(Collected data)
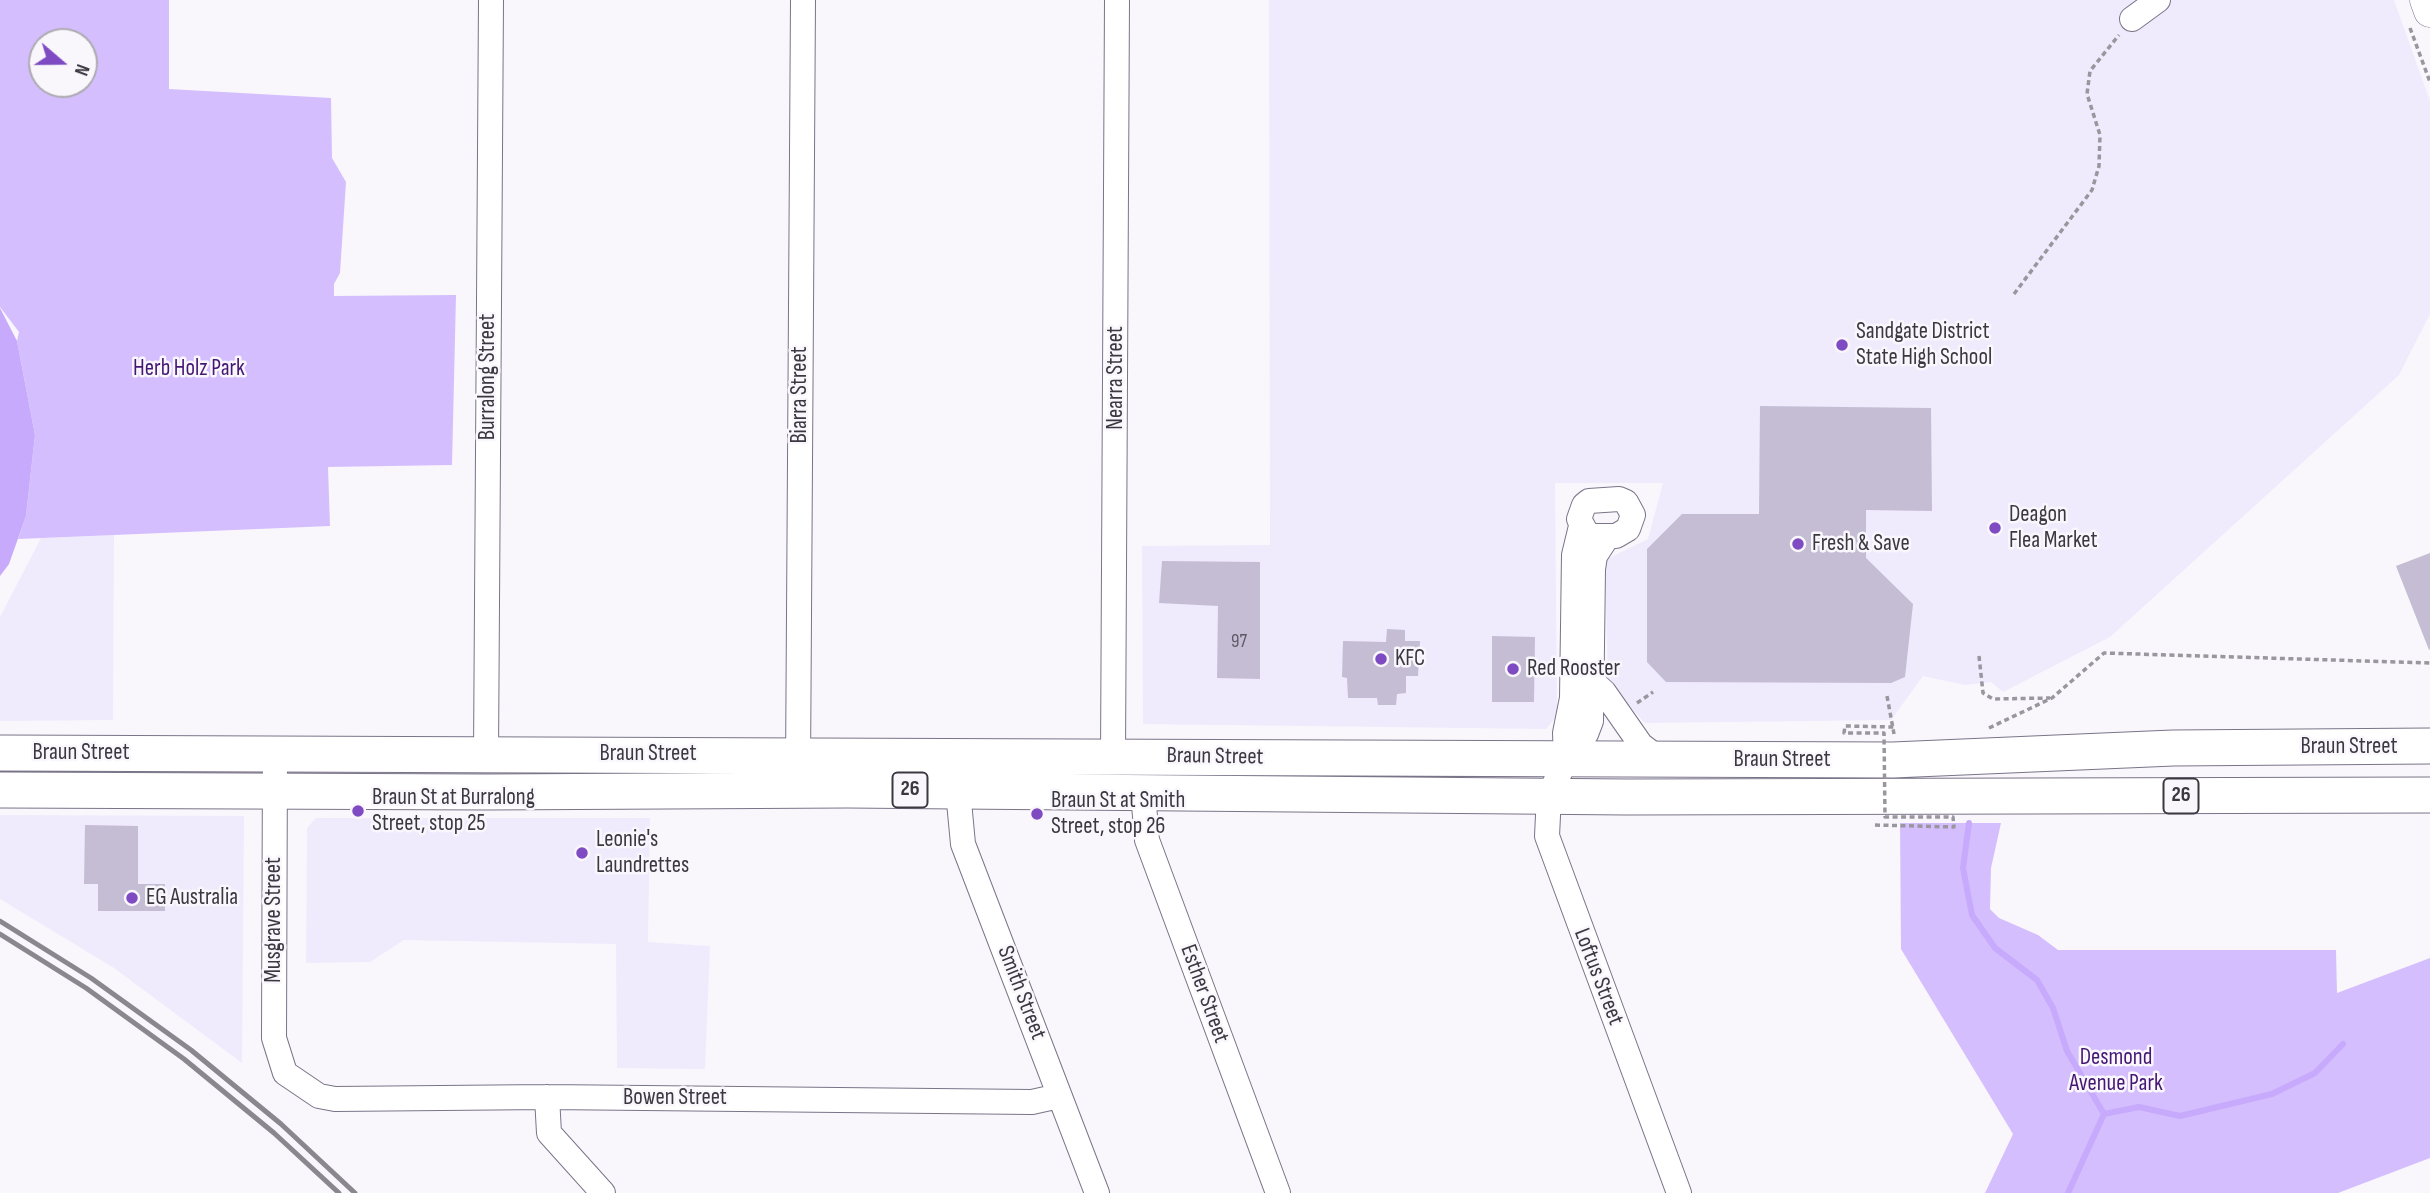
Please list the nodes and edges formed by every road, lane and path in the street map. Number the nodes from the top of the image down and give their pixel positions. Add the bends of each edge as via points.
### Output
1 (491, 0) edge
2 (803, 0) edge
3 (1117, 0) edge
4 (2158, 0) edge
5 (2421, 12) edge
6 (2132, 19) joint
7 (2430, 82) edge
8 (2014, 294) dead end
9 (1581, 526) junction
10 (1608, 536) junction
11 (1979, 656) dead end
12 (2430, 663) edge
13 (1593, 682) junction
14 (1653, 692) dead end
15 (1887, 695) dead end
16 (2052, 698) junction
17 (1630, 709) dead end
18 (1894, 727) junction
19 (1980, 732) dead end
20 (1894, 736) dead end
21 (2430, 746) edge
22 (275, 752) junction
23 (0, 753) edge
24 (486, 754) junction
25 (798, 754) junction
26 (1113, 757) junction
27 (1566, 760) junction
28 (1661, 760) junction
29 (275, 789) junction
30 (799, 789) junction
31 (0, 790) edge
32 (958, 791) junction
33 (1143, 793) junction
34 (1549, 795) junction
35 (2430, 795) edge
36 (1875, 825) dead end
37 (293, 1081) joint
38 (1059, 1096) junction
39 (547, 1097) junction
40 (603, 1193) edge
41 (1097, 1193) edge
42 (1278, 1193) edge
43 (1679, 1193) edge

1 - 24 street, Burralong Street
2 - 25 street, Biarra Street
3 - 26 street, Nearra Street
4 - 6 street
5 - 7 path
6 - 8 path via 2090,71 2087,94 2100,135 2092,190
9 - 10 street via 1592,536
9 - 10 street via 1580,512 1589,500 1619,499 1631,508 1632,523 1623,534
9 - 27 street via 1574,555 1572,698 1565,733
10 - 13 street, Loftus Street via 1595,556 1593,569
11 - 16 path via 1983,693 1993,699
12 - 16 path via 2122,651 2104,653
13 - 27 street, Loftus Street via 1591,721
13 - 28 street via 1641,745
14 - 17 path
15 - 18 path
16 - 19 path
18 - 20 path
18 - 36 path, bridge via 1845,726 1844,733 1884,733 1885,817 1953,817 1954,827
21 - 28 highway, Braun Street / 26 via 2173,748 1938,759
22 - 23 highway, Braun Street / 26
22 - 24 highway, Braun Street / 26
22 - 29 street, Musgrave Street
24 - 25 highway, Braun Street / 26
25 - 26 highway, Braun Street / 26
25 - 30 street, Biarra Street
26 - 27 highway, Braun Street / 26
27 - 28 highway, Braun Street / 26
27 - 34 street, Loftus Street
29 - 30 highway, Braun Street / 26
29 - 31 highway, Braun Street / 26
29 - 37 street, Musgrave Street via 274,1038 285,1073
30 - 32 highway, Braun Street / 26
32 - 33 highway, Braun Street / 26
32 - 38 street, Smith Street via 963,844
33 - 34 highway, Braun Street / 26
33 - 42 street, Esther Street via 1147,840
34 - 35 highway, Braun Street / 26
34 - 43 street, Loftus Street via 1547,836
37 - 39 street, Bowen Street via 319,1096 335,1099
38 - 39 street, Bowen Street via 1032,1101
38 - 41 street, Smith Street
39 - 40 street via 549,1133

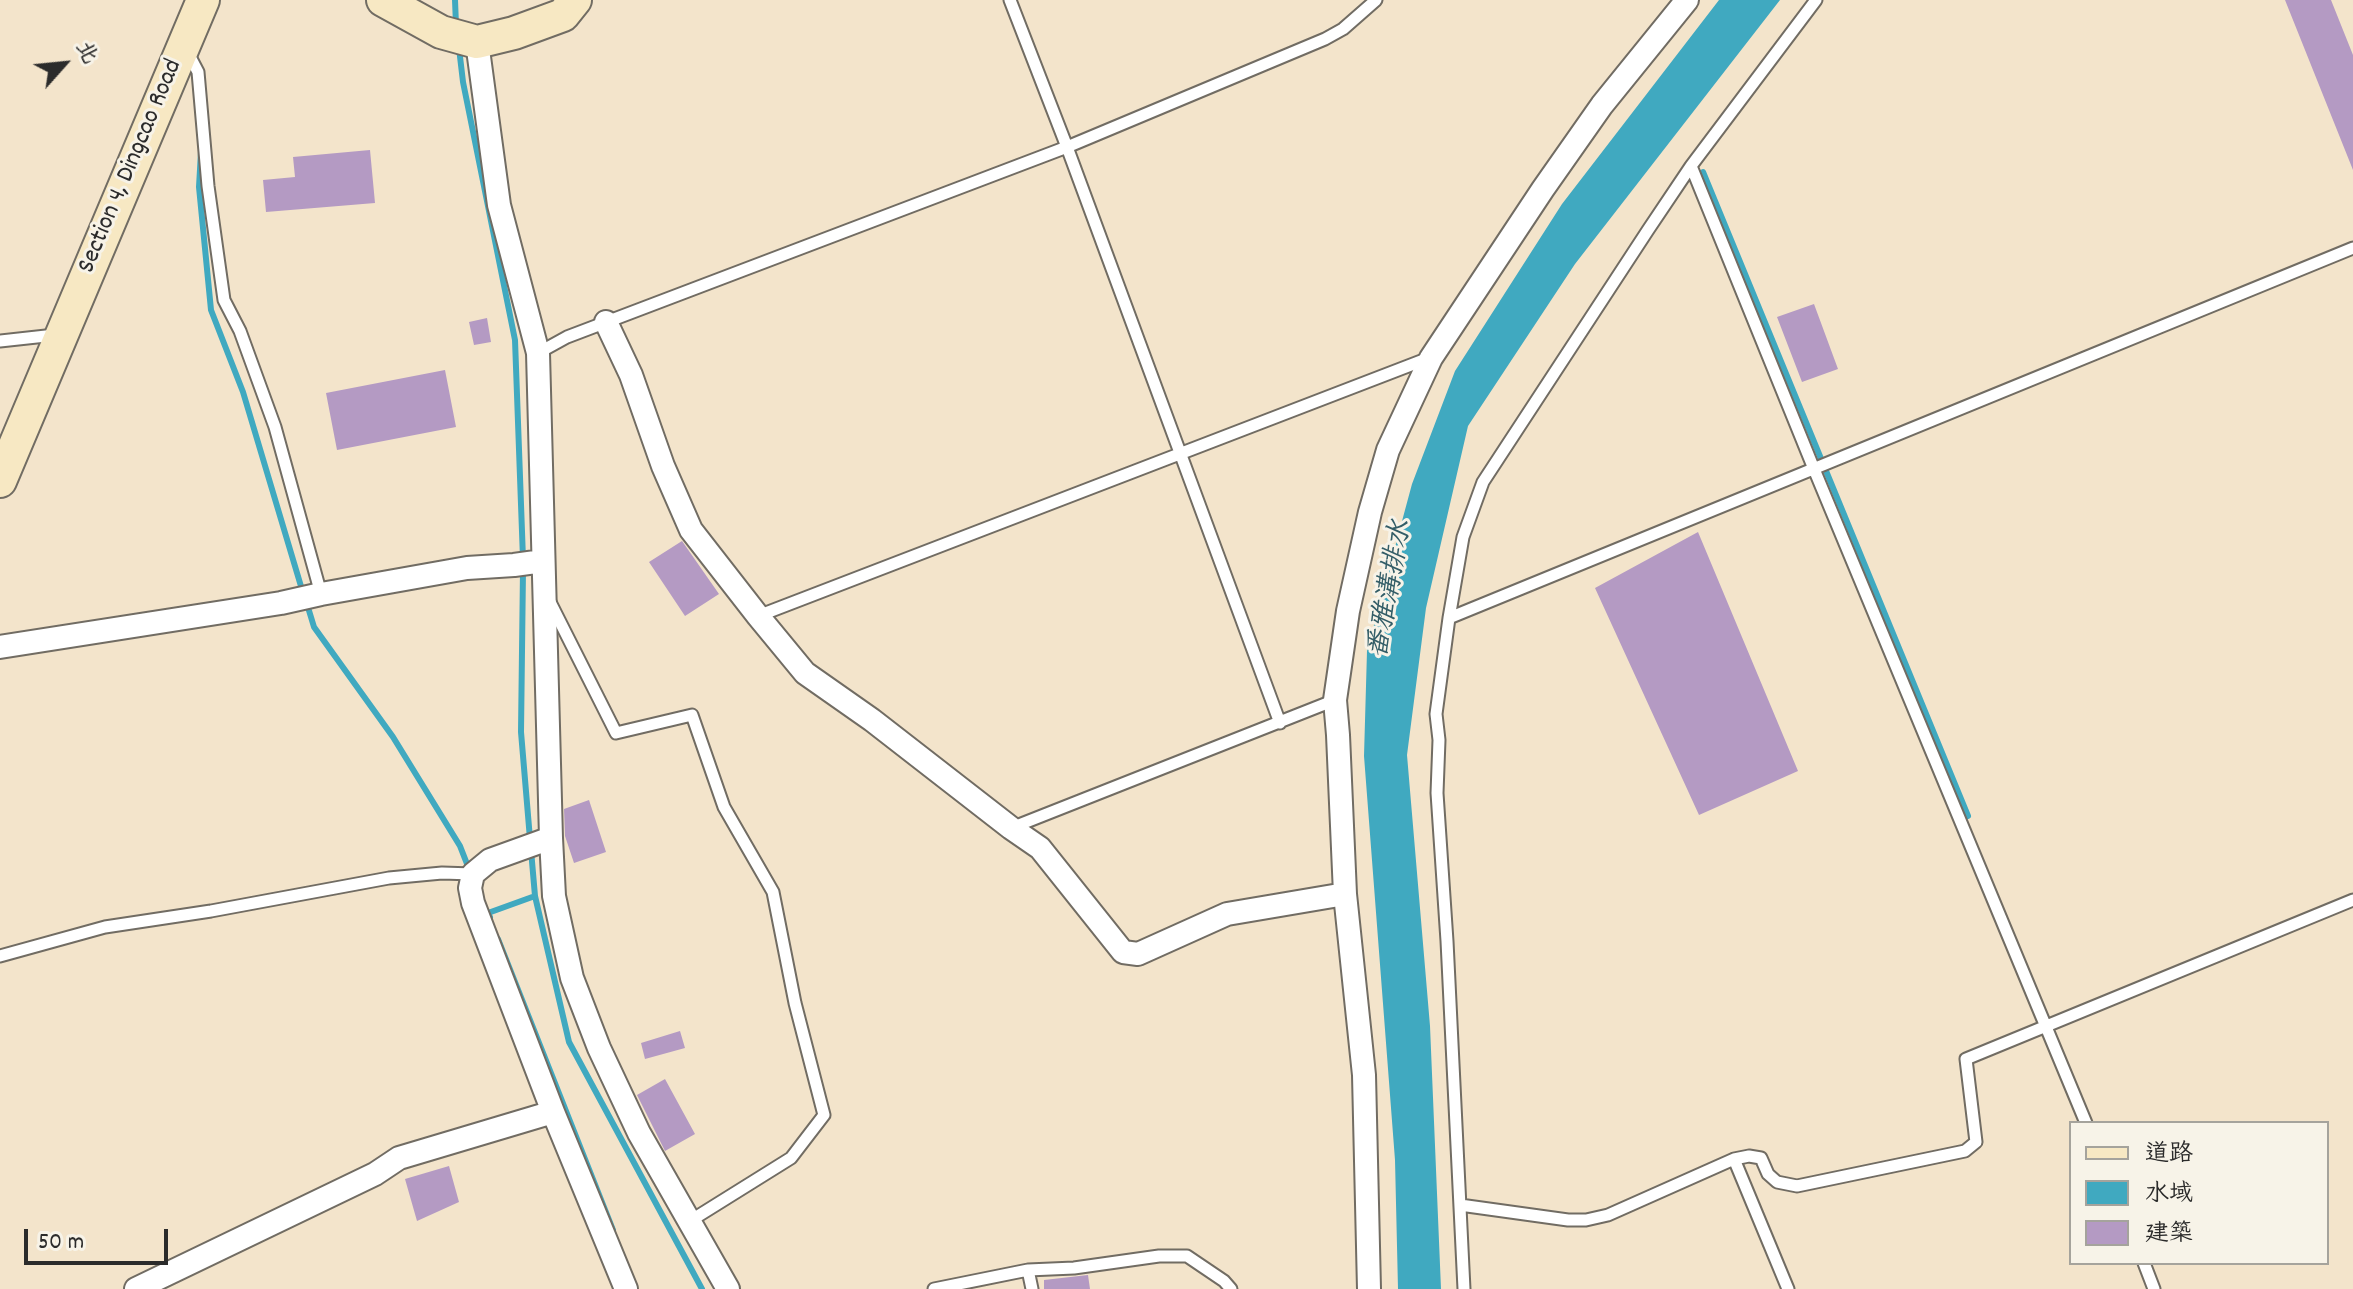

#### What needs to be done
Repeat the records above word for word. Pictures stay out of the copy.

#### Solution to the exercise
Please list the nodes and edges formed by every road, lane and path in the street map. Number the nodes from the top of the image down and give their pixel positions. Add the bends of each edge as via points.
### Output
1 (491, 0) edge
2 (803, 0) edge
3 (1117, 0) edge
4 (2158, 0) edge
5 (2421, 12) edge
6 (2132, 19) joint
7 (2430, 82) edge
8 (2014, 294) dead end
9 (1581, 526) junction
10 (1608, 536) junction
11 (1979, 656) dead end
12 (2430, 663) edge
13 (1593, 682) junction
14 (1653, 692) dead end
15 (1887, 695) dead end
16 (2052, 698) junction
17 (1630, 709) dead end
18 (1894, 727) junction
19 (1980, 732) dead end
20 (1894, 736) dead end
21 (2430, 746) edge
22 (275, 752) junction
23 (0, 753) edge
24 (486, 754) junction
25 (798, 754) junction
26 (1113, 757) junction
27 (1566, 760) junction
28 (1661, 760) junction
29 (275, 789) junction
30 (799, 789) junction
31 (0, 790) edge
32 (958, 791) junction
33 (1143, 793) junction
34 (1549, 795) junction
35 (2430, 795) edge
36 (1875, 825) dead end
37 (293, 1081) joint
38 (1059, 1096) junction
39 (547, 1097) junction
40 (603, 1193) edge
41 (1097, 1193) edge
42 (1278, 1193) edge
43 (1679, 1193) edge

1 - 24 street, Burralong Street
2 - 25 street, Biarra Street
3 - 26 street, Nearra Street
4 - 6 street
5 - 7 path
6 - 8 path via 2090,71 2087,94 2100,135 2092,190
9 - 10 street via 1592,536
9 - 10 street via 1580,512 1589,500 1619,499 1631,508 1632,523 1623,534
9 - 27 street via 1574,555 1572,698 1565,733
10 - 13 street, Loftus Street via 1595,556 1593,569
11 - 16 path via 1983,693 1993,699
12 - 16 path via 2122,651 2104,653
13 - 27 street, Loftus Street via 1591,721
13 - 28 street via 1641,745
14 - 17 path
15 - 18 path
16 - 19 path
18 - 20 path
18 - 36 path, bridge via 1845,726 1844,733 1884,733 1885,817 1953,817 1954,827
21 - 28 highway, Braun Street / 26 via 2173,748 1938,759
22 - 23 highway, Braun Street / 26
22 - 24 highway, Braun Street / 26
22 - 29 street, Musgrave Street
24 - 25 highway, Braun Street / 26
25 - 26 highway, Braun Street / 26
25 - 30 street, Biarra Street
26 - 27 highway, Braun Street / 26
27 - 28 highway, Braun Street / 26
27 - 34 street, Loftus Street
29 - 30 highway, Braun Street / 26
29 - 31 highway, Braun Street / 26
29 - 37 street, Musgrave Street via 274,1038 285,1073
30 - 32 highway, Braun Street / 26
32 - 33 highway, Braun Street / 26
32 - 38 street, Smith Street via 963,844
33 - 34 highway, Braun Street / 26
33 - 42 street, Esther Street via 1147,840
34 - 35 highway, Braun Street / 26
34 - 43 street, Loftus Street via 1547,836
37 - 39 street, Bowen Street via 319,1096 335,1099
38 - 39 street, Bowen Street via 1032,1101
38 - 41 street, Smith Street
39 - 40 street via 549,1133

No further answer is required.